*** Opening Supplied material ***
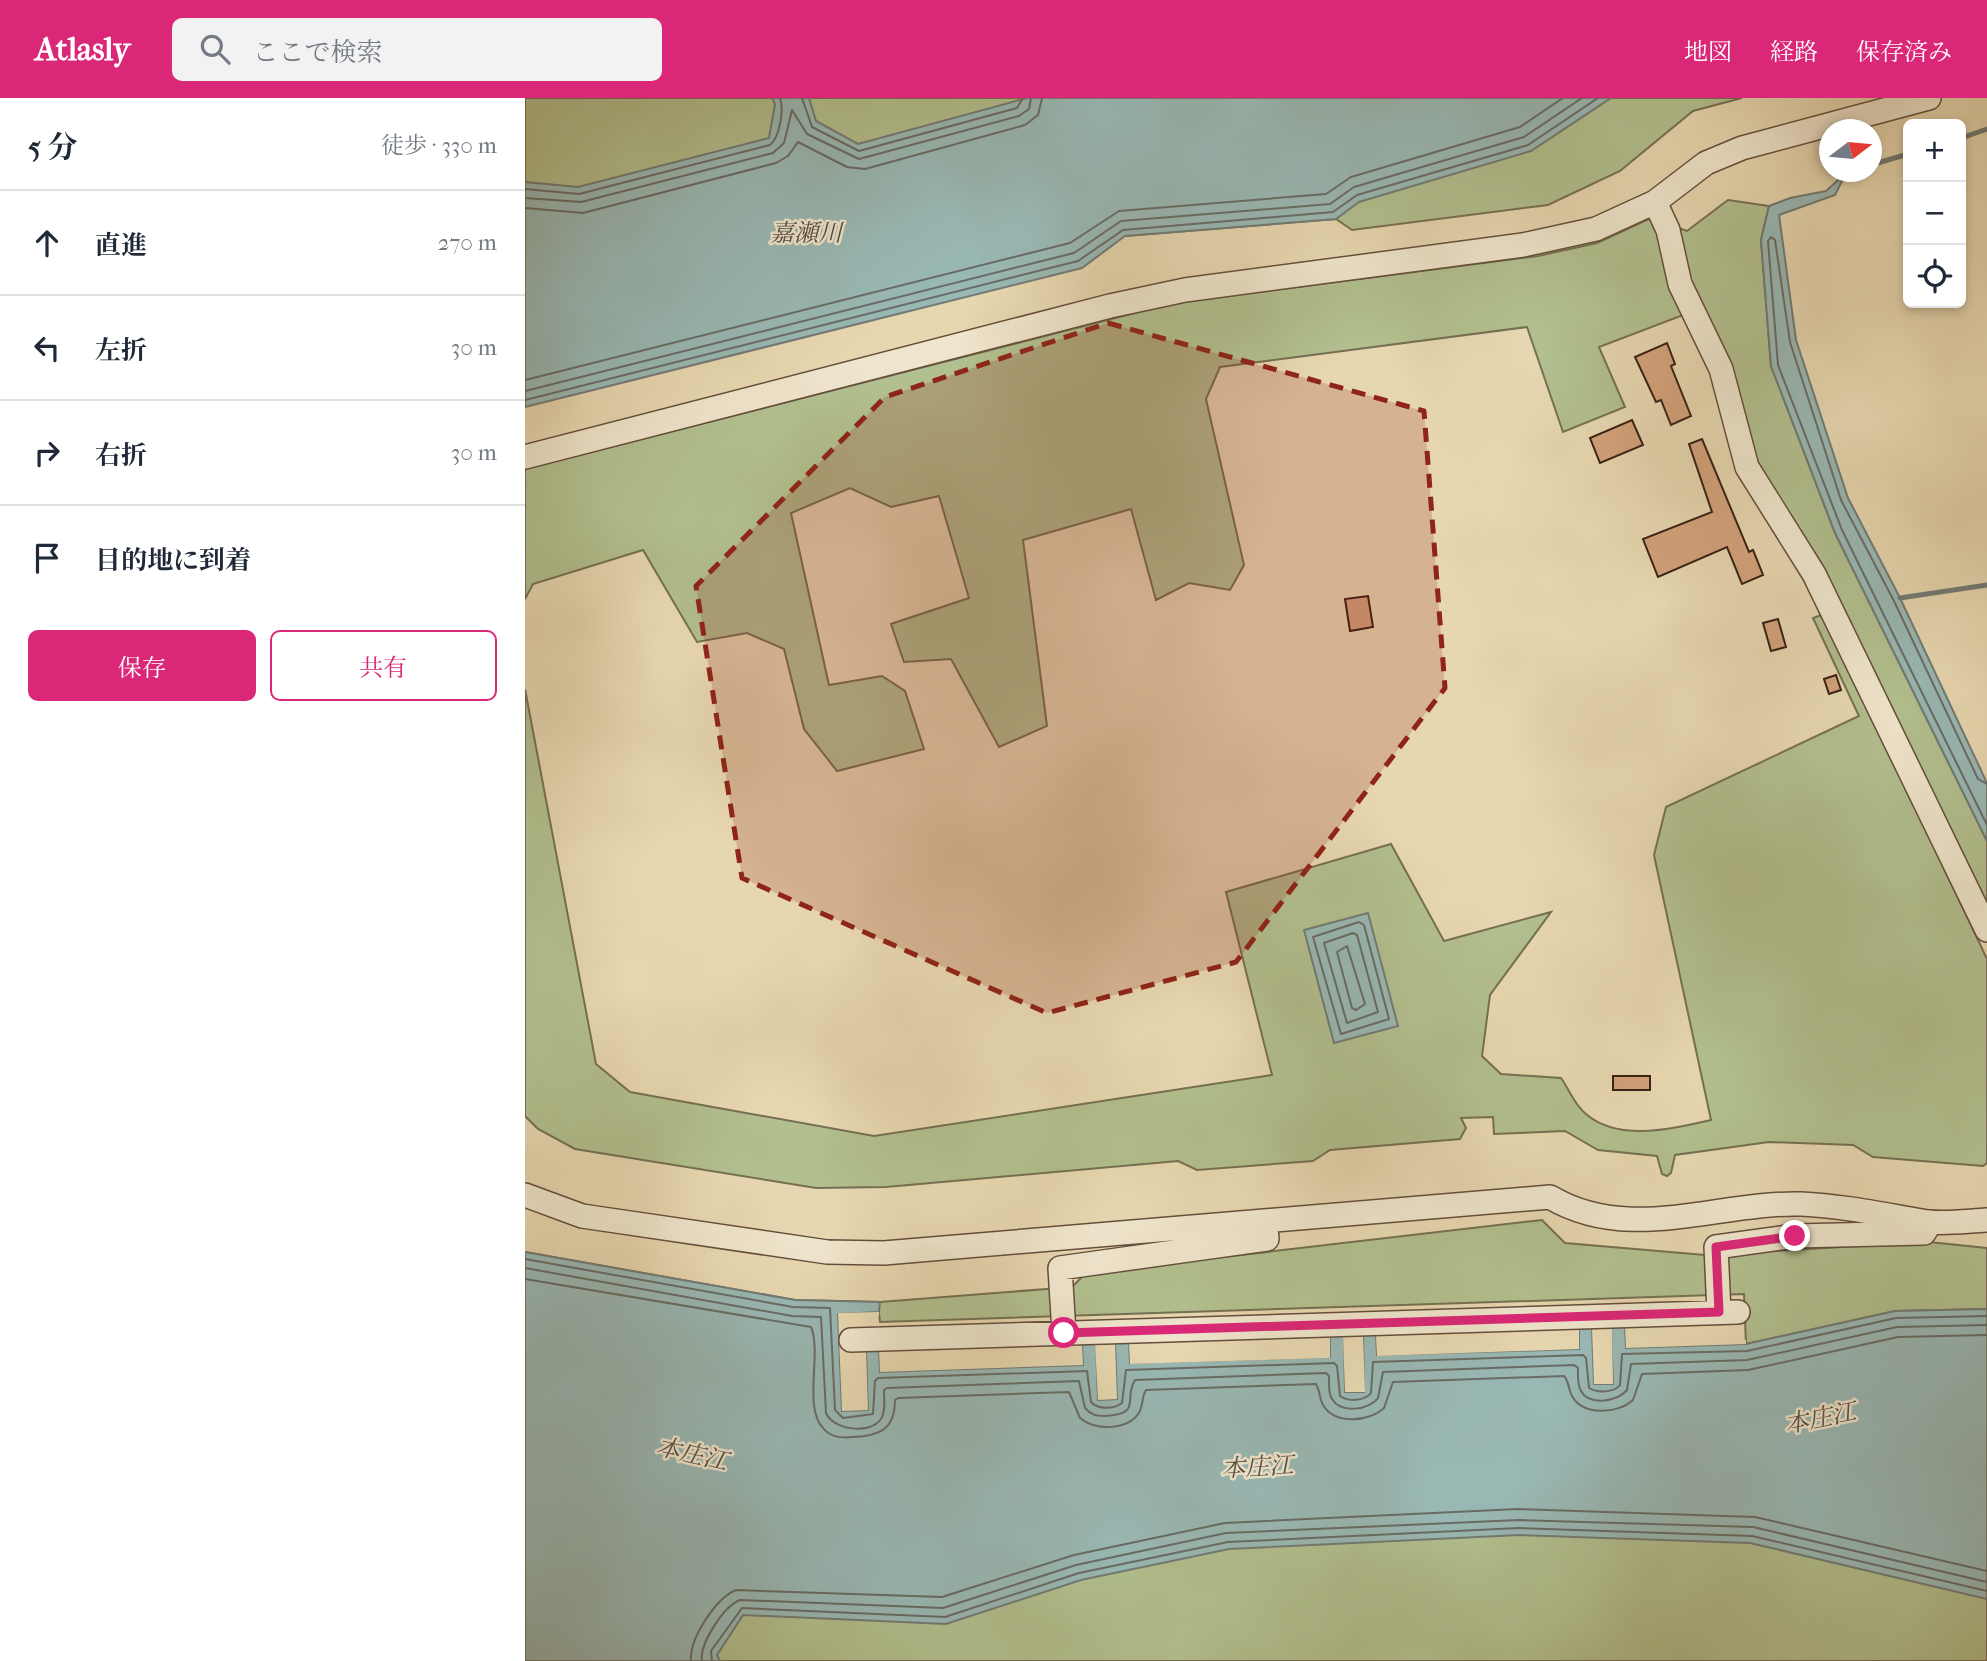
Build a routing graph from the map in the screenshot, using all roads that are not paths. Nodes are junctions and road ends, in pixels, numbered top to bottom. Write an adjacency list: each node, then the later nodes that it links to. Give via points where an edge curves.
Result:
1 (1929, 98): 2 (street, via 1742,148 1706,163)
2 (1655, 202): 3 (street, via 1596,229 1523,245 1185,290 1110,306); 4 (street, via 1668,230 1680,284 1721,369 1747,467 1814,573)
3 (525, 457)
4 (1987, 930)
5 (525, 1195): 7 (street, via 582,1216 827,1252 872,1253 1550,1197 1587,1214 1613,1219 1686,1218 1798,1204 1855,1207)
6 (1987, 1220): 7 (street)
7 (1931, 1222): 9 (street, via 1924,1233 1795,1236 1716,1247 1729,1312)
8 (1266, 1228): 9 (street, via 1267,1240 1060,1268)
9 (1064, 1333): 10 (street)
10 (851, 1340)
*** Closing Supplied material ***
*** Opening Supplied material ***
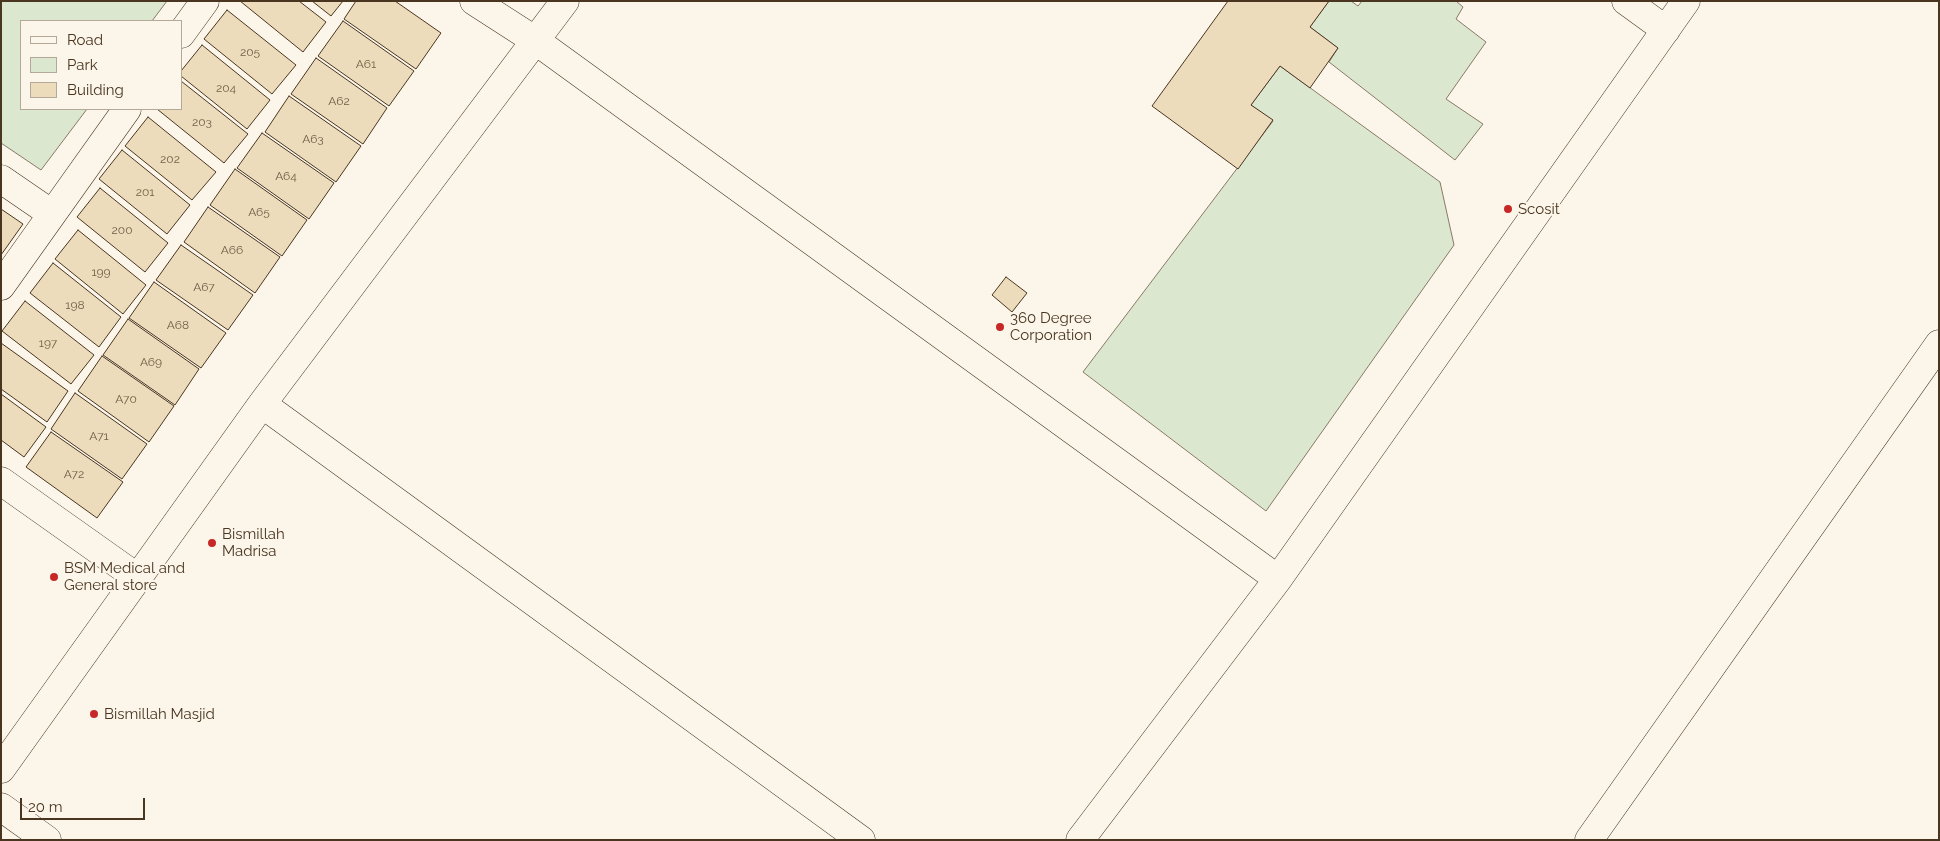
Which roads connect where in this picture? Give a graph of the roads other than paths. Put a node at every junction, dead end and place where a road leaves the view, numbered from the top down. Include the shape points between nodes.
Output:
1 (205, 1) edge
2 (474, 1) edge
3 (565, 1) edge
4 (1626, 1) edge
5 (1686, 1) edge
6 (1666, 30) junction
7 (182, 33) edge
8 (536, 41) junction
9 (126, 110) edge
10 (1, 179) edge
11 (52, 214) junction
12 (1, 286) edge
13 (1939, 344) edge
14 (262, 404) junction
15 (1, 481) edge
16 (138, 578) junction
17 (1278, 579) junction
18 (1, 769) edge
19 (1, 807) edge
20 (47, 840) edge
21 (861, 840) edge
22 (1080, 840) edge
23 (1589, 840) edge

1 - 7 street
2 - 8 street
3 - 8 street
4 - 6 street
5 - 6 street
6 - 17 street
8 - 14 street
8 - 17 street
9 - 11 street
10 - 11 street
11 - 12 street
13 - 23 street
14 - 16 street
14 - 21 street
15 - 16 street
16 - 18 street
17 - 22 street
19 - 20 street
*** Closing Supplied material ***
> _Description of the task_
For this listing, copy out every line that includes the word "node".

> _Solved problem_
Build a routing graph from the map in the screenshot, using all roads that are not paths. Nodes are junctions and road ends, in pixels, numbered top to bottom. Write an adjacency list: each node, then the later nodes that it links to. Give via points where an edge curves.
Which roads connect where in this picture? Give a graph of the roads other than paths. Put a node at every junction, dead end and place where a road leaves the view, numbered from the top down. Include the shape points between nodes.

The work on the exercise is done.